» Exercise
Count the lines below that include the word "main" and write that number alone.

» Extracted entries
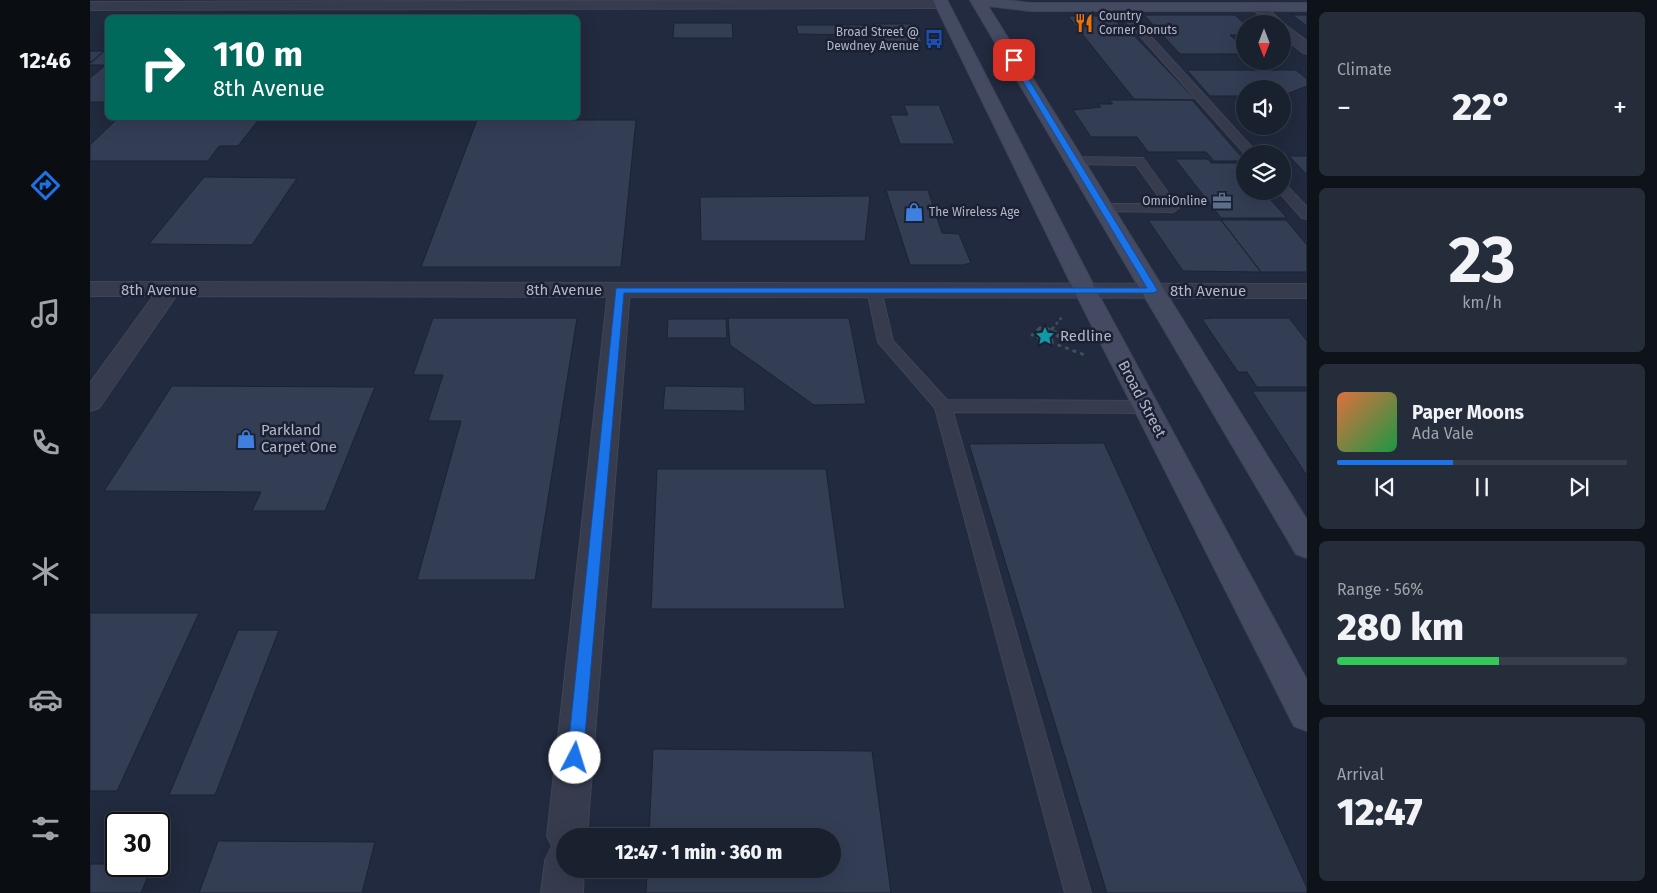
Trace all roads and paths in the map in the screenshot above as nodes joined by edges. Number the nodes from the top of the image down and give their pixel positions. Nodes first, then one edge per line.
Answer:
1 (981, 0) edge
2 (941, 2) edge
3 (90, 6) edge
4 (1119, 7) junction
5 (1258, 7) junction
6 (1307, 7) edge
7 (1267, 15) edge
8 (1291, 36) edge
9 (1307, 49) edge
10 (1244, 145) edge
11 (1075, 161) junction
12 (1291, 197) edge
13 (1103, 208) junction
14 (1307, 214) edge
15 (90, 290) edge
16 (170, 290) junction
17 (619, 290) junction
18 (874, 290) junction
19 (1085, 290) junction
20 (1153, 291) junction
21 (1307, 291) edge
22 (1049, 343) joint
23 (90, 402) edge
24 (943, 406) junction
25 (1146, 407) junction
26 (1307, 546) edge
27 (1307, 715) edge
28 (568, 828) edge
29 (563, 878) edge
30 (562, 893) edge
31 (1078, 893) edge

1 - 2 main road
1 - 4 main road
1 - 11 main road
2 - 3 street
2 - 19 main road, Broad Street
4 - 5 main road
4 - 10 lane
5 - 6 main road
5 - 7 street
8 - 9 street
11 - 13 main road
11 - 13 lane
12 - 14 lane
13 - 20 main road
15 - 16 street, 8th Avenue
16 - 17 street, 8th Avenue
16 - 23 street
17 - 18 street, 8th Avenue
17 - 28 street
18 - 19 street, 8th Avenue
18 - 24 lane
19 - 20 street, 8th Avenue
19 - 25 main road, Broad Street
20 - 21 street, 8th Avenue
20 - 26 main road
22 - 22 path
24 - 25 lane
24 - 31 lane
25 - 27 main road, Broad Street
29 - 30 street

» Answer area
11